───── Records for the exercise ─────

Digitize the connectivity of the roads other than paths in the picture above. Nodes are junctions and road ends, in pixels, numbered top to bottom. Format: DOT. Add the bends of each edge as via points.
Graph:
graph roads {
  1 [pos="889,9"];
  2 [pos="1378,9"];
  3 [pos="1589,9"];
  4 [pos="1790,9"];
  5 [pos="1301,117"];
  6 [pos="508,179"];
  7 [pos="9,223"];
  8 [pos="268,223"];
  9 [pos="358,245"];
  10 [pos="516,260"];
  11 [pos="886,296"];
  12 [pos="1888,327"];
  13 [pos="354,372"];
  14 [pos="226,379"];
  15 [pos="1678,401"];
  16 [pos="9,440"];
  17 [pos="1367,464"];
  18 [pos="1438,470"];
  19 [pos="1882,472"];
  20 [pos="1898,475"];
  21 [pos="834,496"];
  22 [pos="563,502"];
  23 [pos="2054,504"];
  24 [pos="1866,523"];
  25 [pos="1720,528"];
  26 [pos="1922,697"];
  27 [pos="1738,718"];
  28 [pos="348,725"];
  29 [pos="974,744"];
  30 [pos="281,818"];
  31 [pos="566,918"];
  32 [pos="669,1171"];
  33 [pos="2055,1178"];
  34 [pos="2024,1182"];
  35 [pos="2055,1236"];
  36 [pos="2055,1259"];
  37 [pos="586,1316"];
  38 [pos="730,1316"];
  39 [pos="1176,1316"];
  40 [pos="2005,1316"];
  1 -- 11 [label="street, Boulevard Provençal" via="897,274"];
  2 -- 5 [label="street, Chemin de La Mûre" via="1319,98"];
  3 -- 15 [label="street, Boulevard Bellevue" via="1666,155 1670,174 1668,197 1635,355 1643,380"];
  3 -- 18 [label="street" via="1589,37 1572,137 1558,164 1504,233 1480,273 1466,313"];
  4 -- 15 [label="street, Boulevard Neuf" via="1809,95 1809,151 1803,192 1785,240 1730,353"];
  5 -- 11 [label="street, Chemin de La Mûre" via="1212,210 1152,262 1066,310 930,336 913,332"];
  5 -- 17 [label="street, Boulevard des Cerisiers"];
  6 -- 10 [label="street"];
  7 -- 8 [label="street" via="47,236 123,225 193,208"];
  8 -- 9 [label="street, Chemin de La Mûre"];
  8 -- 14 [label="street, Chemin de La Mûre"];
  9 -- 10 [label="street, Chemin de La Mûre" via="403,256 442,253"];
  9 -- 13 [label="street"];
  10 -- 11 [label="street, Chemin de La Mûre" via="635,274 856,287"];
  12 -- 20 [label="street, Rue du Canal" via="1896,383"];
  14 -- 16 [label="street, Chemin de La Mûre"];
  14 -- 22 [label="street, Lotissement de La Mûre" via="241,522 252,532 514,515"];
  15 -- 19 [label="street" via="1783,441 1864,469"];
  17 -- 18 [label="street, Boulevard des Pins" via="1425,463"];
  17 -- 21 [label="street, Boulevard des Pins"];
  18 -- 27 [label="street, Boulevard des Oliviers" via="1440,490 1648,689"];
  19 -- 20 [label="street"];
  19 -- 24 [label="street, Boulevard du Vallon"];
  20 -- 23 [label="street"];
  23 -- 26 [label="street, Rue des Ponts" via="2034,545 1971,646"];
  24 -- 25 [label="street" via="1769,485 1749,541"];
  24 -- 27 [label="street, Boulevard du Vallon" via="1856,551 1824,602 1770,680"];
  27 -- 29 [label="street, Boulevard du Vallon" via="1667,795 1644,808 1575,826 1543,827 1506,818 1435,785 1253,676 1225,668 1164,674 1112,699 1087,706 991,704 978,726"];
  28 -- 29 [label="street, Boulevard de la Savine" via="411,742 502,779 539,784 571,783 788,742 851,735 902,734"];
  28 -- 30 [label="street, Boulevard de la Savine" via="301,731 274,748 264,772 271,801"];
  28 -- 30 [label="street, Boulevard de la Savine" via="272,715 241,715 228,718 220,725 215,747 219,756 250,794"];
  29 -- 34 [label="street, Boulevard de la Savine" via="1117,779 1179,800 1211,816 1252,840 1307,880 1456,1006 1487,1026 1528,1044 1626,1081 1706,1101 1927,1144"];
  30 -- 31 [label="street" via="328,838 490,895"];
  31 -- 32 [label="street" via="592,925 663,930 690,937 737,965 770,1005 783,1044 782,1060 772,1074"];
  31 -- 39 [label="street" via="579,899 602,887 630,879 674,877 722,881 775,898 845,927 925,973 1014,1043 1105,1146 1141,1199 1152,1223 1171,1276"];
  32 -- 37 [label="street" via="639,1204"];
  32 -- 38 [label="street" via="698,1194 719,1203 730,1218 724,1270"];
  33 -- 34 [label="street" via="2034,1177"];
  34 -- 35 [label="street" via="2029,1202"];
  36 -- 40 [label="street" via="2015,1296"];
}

─────

> [To do]: Output the material above in full. Change nothing.

> [Answer]:
Digitize the connectivity of the roads other than paths in the picture above. Nodes are junctions and road ends, in pixels, numbered top to bottom. Format: DOT. Add the bends of each edge as via points.
Graph:
graph roads {
  1 [pos="889,9"];
  2 [pos="1378,9"];
  3 [pos="1589,9"];
  4 [pos="1790,9"];
  5 [pos="1301,117"];
  6 [pos="508,179"];
  7 [pos="9,223"];
  8 [pos="268,223"];
  9 [pos="358,245"];
  10 [pos="516,260"];
  11 [pos="886,296"];
  12 [pos="1888,327"];
  13 [pos="354,372"];
  14 [pos="226,379"];
  15 [pos="1678,401"];
  16 [pos="9,440"];
  17 [pos="1367,464"];
  18 [pos="1438,470"];
  19 [pos="1882,472"];
  20 [pos="1898,475"];
  21 [pos="834,496"];
  22 [pos="563,502"];
  23 [pos="2054,504"];
  24 [pos="1866,523"];
  25 [pos="1720,528"];
  26 [pos="1922,697"];
  27 [pos="1738,718"];
  28 [pos="348,725"];
  29 [pos="974,744"];
  30 [pos="281,818"];
  31 [pos="566,918"];
  32 [pos="669,1171"];
  33 [pos="2055,1178"];
  34 [pos="2024,1182"];
  35 [pos="2055,1236"];
  36 [pos="2055,1259"];
  37 [pos="586,1316"];
  38 [pos="730,1316"];
  39 [pos="1176,1316"];
  40 [pos="2005,1316"];
  1 -- 11 [label="street, Boulevard Provençal" via="897,274"];
  2 -- 5 [label="street, Chemin de La Mûre" via="1319,98"];
  3 -- 15 [label="street, Boulevard Bellevue" via="1666,155 1670,174 1668,197 1635,355 1643,380"];
  3 -- 18 [label="street" via="1589,37 1572,137 1558,164 1504,233 1480,273 1466,313"];
  4 -- 15 [label="street, Boulevard Neuf" via="1809,95 1809,151 1803,192 1785,240 1730,353"];
  5 -- 11 [label="street, Chemin de La Mûre" via="1212,210 1152,262 1066,310 930,336 913,332"];
  5 -- 17 [label="street, Boulevard des Cerisiers"];
  6 -- 10 [label="street"];
  7 -- 8 [label="street" via="47,236 123,225 193,208"];
  8 -- 9 [label="street, Chemin de La Mûre"];
  8 -- 14 [label="street, Chemin de La Mûre"];
  9 -- 10 [label="street, Chemin de La Mûre" via="403,256 442,253"];
  9 -- 13 [label="street"];
  10 -- 11 [label="street, Chemin de La Mûre" via="635,274 856,287"];
  12 -- 20 [label="street, Rue du Canal" via="1896,383"];
  14 -- 16 [label="street, Chemin de La Mûre"];
  14 -- 22 [label="street, Lotissement de La Mûre" via="241,522 252,532 514,515"];
  15 -- 19 [label="street" via="1783,441 1864,469"];
  17 -- 18 [label="street, Boulevard des Pins" via="1425,463"];
  17 -- 21 [label="street, Boulevard des Pins"];
  18 -- 27 [label="street, Boulevard des Oliviers" via="1440,490 1648,689"];
  19 -- 20 [label="street"];
  19 -- 24 [label="street, Boulevard du Vallon"];
  20 -- 23 [label="street"];
  23 -- 26 [label="street, Rue des Ponts" via="2034,545 1971,646"];
  24 -- 25 [label="street" via="1769,485 1749,541"];
  24 -- 27 [label="street, Boulevard du Vallon" via="1856,551 1824,602 1770,680"];
  27 -- 29 [label="street, Boulevard du Vallon" via="1667,795 1644,808 1575,826 1543,827 1506,818 1435,785 1253,676 1225,668 1164,674 1112,699 1087,706 991,704 978,726"];
  28 -- 29 [label="street, Boulevard de la Savine" via="411,742 502,779 539,784 571,783 788,742 851,735 902,734"];
  28 -- 30 [label="street, Boulevard de la Savine" via="301,731 274,748 264,772 271,801"];
  28 -- 30 [label="street, Boulevard de la Savine" via="272,715 241,715 228,718 220,725 215,747 219,756 250,794"];
  29 -- 34 [label="street, Boulevard de la Savine" via="1117,779 1179,800 1211,816 1252,840 1307,880 1456,1006 1487,1026 1528,1044 1626,1081 1706,1101 1927,1144"];
  30 -- 31 [label="street" via="328,838 490,895"];
  31 -- 32 [label="street" via="592,925 663,930 690,937 737,965 770,1005 783,1044 782,1060 772,1074"];
  31 -- 39 [label="street" via="579,899 602,887 630,879 674,877 722,881 775,898 845,927 925,973 1014,1043 1105,1146 1141,1199 1152,1223 1171,1276"];
  32 -- 37 [label="street" via="639,1204"];
  32 -- 38 [label="street" via="698,1194 719,1203 730,1218 724,1270"];
  33 -- 34 [label="street" via="2034,1177"];
  34 -- 35 [label="street" via="2029,1202"];
  36 -- 40 [label="street" via="2015,1296"];
}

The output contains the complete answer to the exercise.